The answer must be the full listing, reproduced word for word.
--- START ---
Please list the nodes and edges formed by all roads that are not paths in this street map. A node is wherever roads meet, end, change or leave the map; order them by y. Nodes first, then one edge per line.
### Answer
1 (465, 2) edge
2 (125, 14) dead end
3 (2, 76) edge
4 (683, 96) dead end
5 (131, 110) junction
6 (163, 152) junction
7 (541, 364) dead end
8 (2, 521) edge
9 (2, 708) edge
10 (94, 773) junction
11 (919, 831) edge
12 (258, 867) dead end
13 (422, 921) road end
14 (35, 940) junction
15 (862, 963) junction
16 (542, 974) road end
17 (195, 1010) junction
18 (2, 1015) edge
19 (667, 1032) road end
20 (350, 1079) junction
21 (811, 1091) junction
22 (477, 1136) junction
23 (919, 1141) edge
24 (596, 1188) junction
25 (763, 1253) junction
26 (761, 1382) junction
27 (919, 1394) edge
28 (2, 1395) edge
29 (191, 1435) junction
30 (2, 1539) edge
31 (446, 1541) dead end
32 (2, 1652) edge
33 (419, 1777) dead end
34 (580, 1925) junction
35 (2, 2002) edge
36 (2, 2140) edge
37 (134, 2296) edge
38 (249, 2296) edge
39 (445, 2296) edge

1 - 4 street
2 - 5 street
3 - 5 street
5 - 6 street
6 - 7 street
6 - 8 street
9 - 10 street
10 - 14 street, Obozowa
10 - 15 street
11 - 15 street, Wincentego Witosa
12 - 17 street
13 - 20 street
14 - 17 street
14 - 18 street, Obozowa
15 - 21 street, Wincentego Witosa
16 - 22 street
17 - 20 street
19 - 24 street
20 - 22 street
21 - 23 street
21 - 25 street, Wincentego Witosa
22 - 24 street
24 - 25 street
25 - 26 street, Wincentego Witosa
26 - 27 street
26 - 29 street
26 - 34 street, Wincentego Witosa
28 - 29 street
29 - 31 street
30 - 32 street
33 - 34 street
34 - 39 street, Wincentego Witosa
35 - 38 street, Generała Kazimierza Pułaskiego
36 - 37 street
--- END ---
• [Output for this exercise]
Please list the nodes and edges formed by all roads that are not paths in this street map. A node is wherever roads meet, end, change or leave the map; order them by y. Nodes first, then one edge per line.
### Answer
1 (465, 2) edge
2 (125, 14) dead end
3 (2, 76) edge
4 (683, 96) dead end
5 (131, 110) junction
6 (163, 152) junction
7 (541, 364) dead end
8 (2, 521) edge
9 (2, 708) edge
10 (94, 773) junction
11 (919, 831) edge
12 (258, 867) dead end
13 (422, 921) road end
14 (35, 940) junction
15 (862, 963) junction
16 (542, 974) road end
17 (195, 1010) junction
18 (2, 1015) edge
19 (667, 1032) road end
20 (350, 1079) junction
21 (811, 1091) junction
22 (477, 1136) junction
23 (919, 1141) edge
24 (596, 1188) junction
25 (763, 1253) junction
26 (761, 1382) junction
27 (919, 1394) edge
28 (2, 1395) edge
29 (191, 1435) junction
30 (2, 1539) edge
31 (446, 1541) dead end
32 (2, 1652) edge
33 (419, 1777) dead end
34 (580, 1925) junction
35 (2, 2002) edge
36 (2, 2140) edge
37 (134, 2296) edge
38 (249, 2296) edge
39 (445, 2296) edge

1 - 4 street
2 - 5 street
3 - 5 street
5 - 6 street
6 - 7 street
6 - 8 street
9 - 10 street
10 - 14 street, Obozowa
10 - 15 street
11 - 15 street, Wincentego Witosa
12 - 17 street
13 - 20 street
14 - 17 street
14 - 18 street, Obozowa
15 - 21 street, Wincentego Witosa
16 - 22 street
17 - 20 street
19 - 24 street
20 - 22 street
21 - 23 street
21 - 25 street, Wincentego Witosa
22 - 24 street
24 - 25 street
25 - 26 street, Wincentego Witosa
26 - 27 street
26 - 29 street
26 - 34 street, Wincentego Witosa
28 - 29 street
29 - 31 street
30 - 32 street
33 - 34 street
34 - 39 street, Wincentego Witosa
35 - 38 street, Generała Kazimierza Pułaskiego
36 - 37 street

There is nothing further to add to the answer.